换言之,作者怎么也不给堕落的女人一个“别无选择”“完全被迫”的理由。于是在小说的后半部分,不管凤喜如何在将军府挨骂被打受虐待乃至羞愧成疾、疯疯癫癫,人们始终不会毫无保留地同情她。社会固然害了她,但她也不是完全无辜。
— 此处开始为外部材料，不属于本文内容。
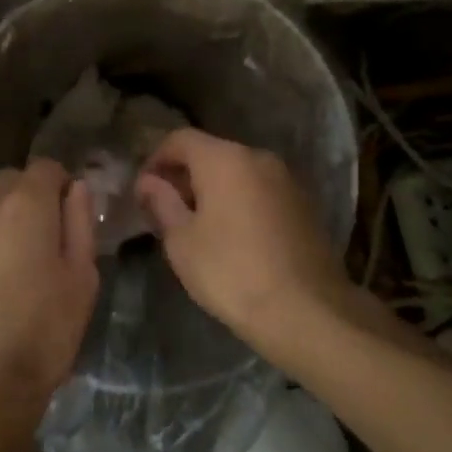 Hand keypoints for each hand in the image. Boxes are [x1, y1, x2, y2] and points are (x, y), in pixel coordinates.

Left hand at [0, 159, 99, 418]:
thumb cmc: (43, 330)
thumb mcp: (82, 278)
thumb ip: (80, 224)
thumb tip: (76, 189)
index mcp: (26, 206)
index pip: (45, 166)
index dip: (60, 182)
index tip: (70, 211)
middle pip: (8, 182)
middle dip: (28, 195)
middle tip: (45, 235)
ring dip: (1, 226)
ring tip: (16, 270)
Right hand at [135, 128, 350, 350]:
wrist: (307, 311)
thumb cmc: (232, 272)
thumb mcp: (182, 241)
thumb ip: (162, 203)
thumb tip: (148, 182)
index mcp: (224, 159)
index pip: (180, 139)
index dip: (156, 160)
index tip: (144, 191)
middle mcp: (258, 157)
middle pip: (211, 153)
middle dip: (185, 176)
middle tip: (166, 210)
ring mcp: (286, 179)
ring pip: (238, 172)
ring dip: (214, 189)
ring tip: (198, 226)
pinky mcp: (304, 204)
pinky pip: (260, 190)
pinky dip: (240, 201)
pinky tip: (233, 236) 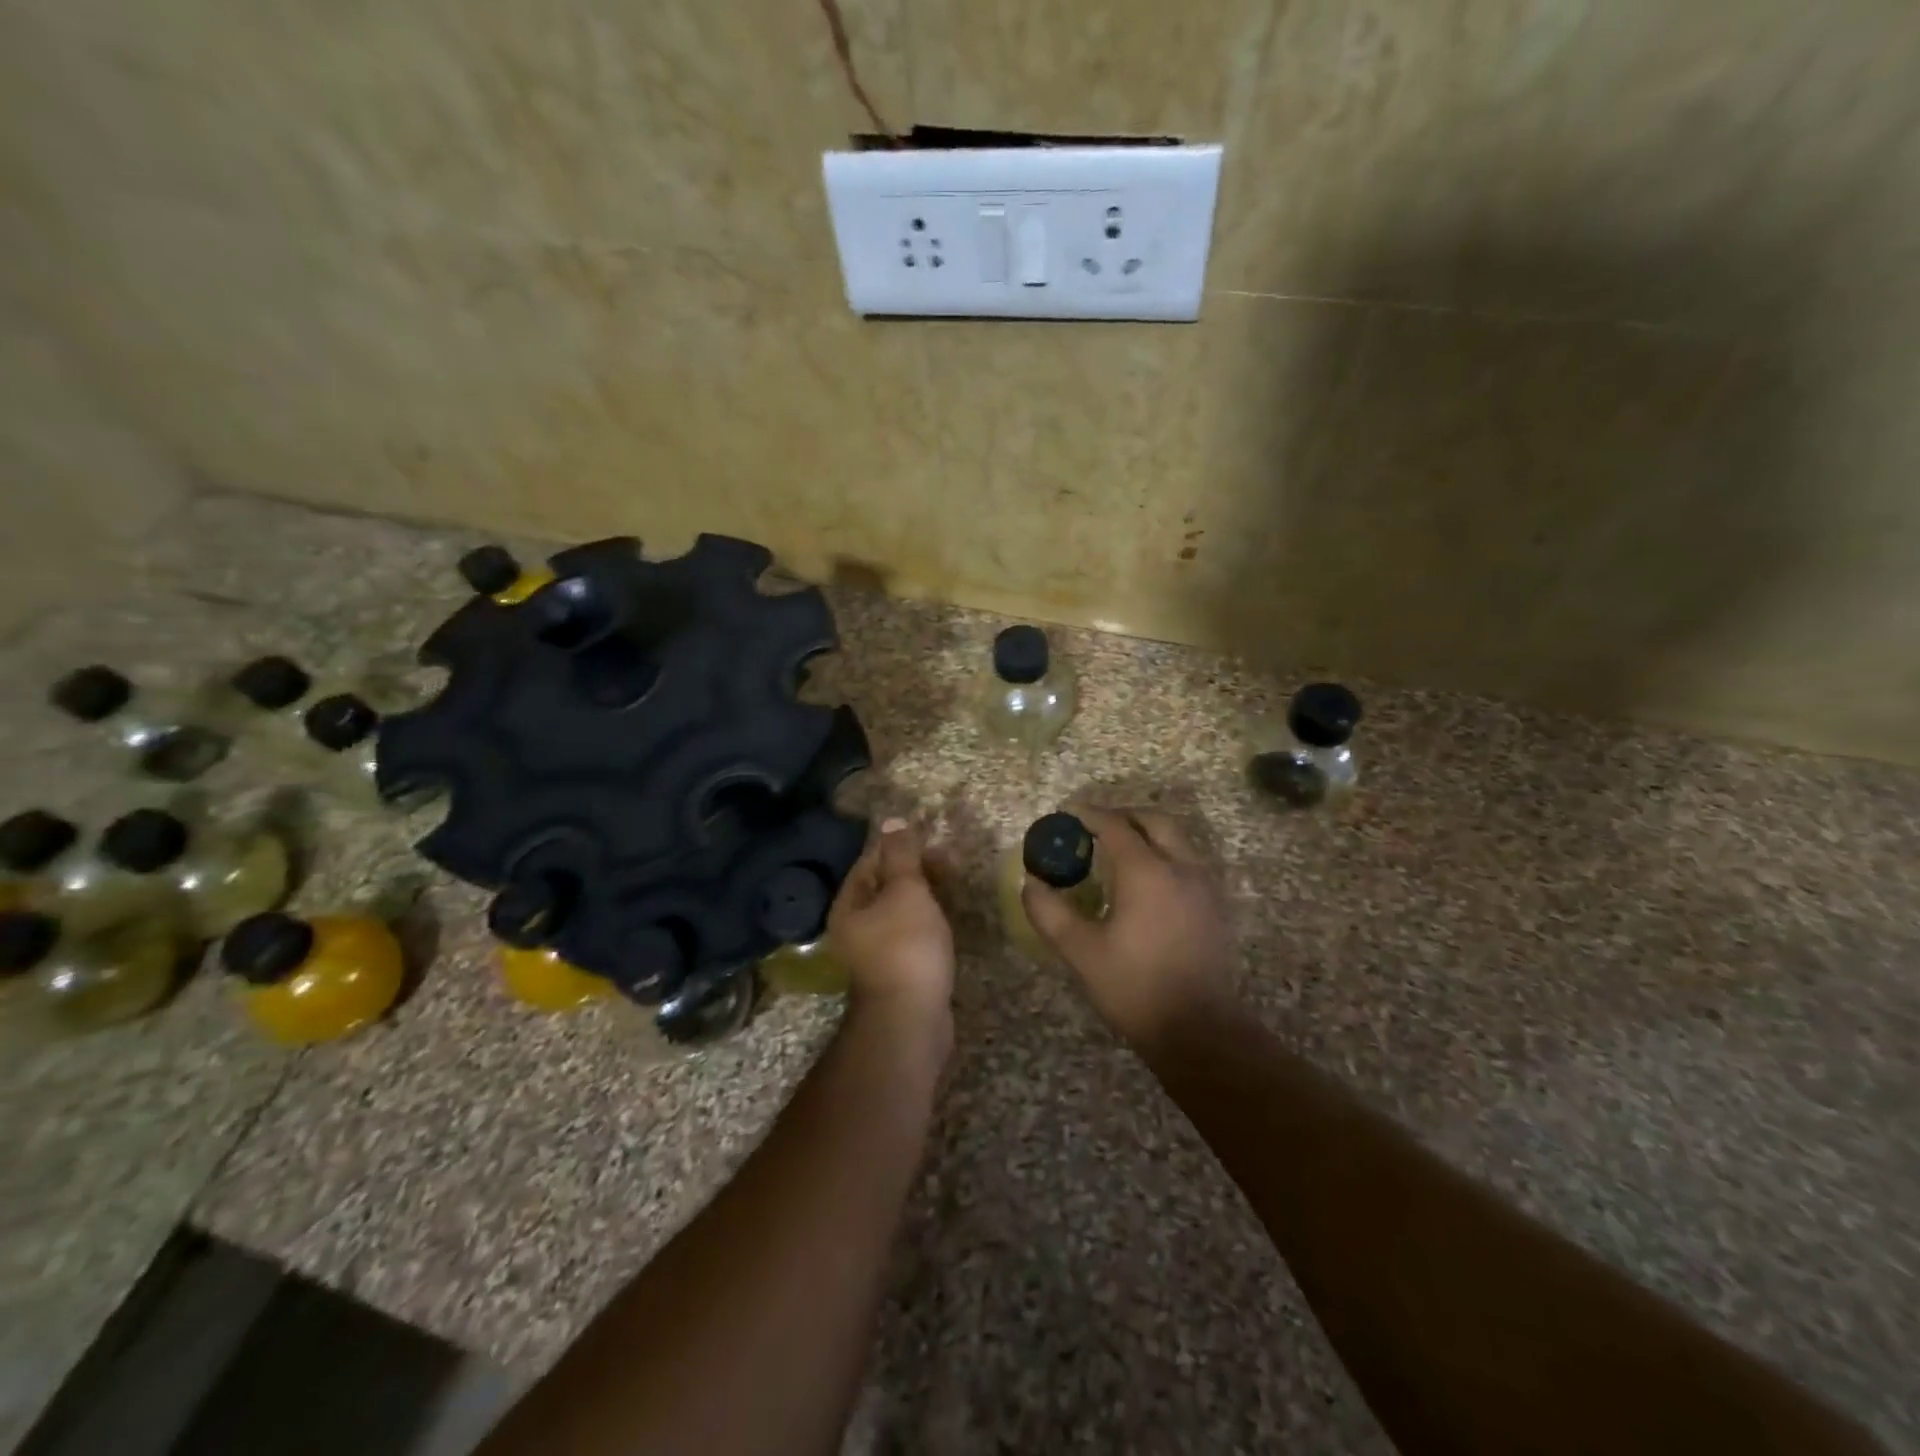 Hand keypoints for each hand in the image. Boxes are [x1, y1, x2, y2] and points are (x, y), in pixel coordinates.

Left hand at [828, 818, 954, 1032]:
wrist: (912, 1020)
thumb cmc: (906, 947)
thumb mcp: (906, 892)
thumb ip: (901, 856)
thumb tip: (892, 820)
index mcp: (849, 905)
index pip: (869, 861)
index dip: (898, 844)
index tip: (929, 836)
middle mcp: (855, 927)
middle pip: (884, 886)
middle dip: (915, 869)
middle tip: (949, 860)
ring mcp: (876, 951)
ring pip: (900, 910)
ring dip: (924, 893)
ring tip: (954, 882)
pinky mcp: (898, 970)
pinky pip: (911, 933)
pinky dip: (928, 919)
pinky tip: (947, 916)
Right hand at [1021, 805, 1233, 1048]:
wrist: (1198, 1029)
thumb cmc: (1134, 987)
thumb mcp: (1080, 951)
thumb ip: (1049, 912)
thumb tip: (1032, 883)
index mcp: (1146, 872)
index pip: (1115, 826)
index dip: (1089, 815)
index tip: (1067, 815)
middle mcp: (1181, 867)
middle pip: (1154, 822)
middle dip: (1123, 817)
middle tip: (1096, 829)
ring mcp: (1204, 886)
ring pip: (1177, 840)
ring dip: (1147, 835)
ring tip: (1119, 853)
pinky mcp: (1215, 906)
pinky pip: (1188, 862)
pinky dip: (1165, 855)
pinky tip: (1147, 884)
小市民读者在满足了金钱虚荣冒险梦后,是一定要惩罚梦中的“失足者”以让醒者(自己)安心的:亏得我没有去做……所以张恨水后来说:“至于凤喜,自以把她写死了干净;然而她不过是一个绝顶聪明,而又意志薄弱的女子,何必置之死地而后快!可是要把她写得和樊家树坠欢重拾,我作书的,又未免‘教人以偷’了。总之,她有了这样的打击,疯魔是免不了的。”


《啼笑因缘》

《第一炉香》葛薇龙的故事是“详前略后”的,堕落前的每个环节步骤、每次犹疑选择都有详述细描。张爱玲似乎也像她所喜欢的张恨水一样,认真追究女主人公对自己的沉沦该负多少责任。但葛薇龙其实更似陈白露:她们都是知识分子家庭出身的真正的女学生(而非刚套上学生服的街头卖唱少女)。《第一炉香》好像正结束在《日出》的第一幕上,是否葛薇龙的故事正在补述陈白露那空白的“过去”?当然,补述的结果会使人们对陈白露这个女人及其与社会之关系有不同的理解。

薇龙也是因为“家里穷”而不得不向生活腐化的姑母求助。她第一次涉足姑母梁太太在香港半山的豪宅后,惊羡之余便有恐惧之感:“回头看姑妈的家,依稀还见那黄地红边的窗棂,绿玻璃窗里映着海色。那巍巍的白房子,盖着绿色的琉璃瓦,很有点像古代的皇陵……”但薇龙到底年轻自信:“只要我行得正,立得正,不怕她不以礼相待。”这是薇龙进梁家前的第一次选择。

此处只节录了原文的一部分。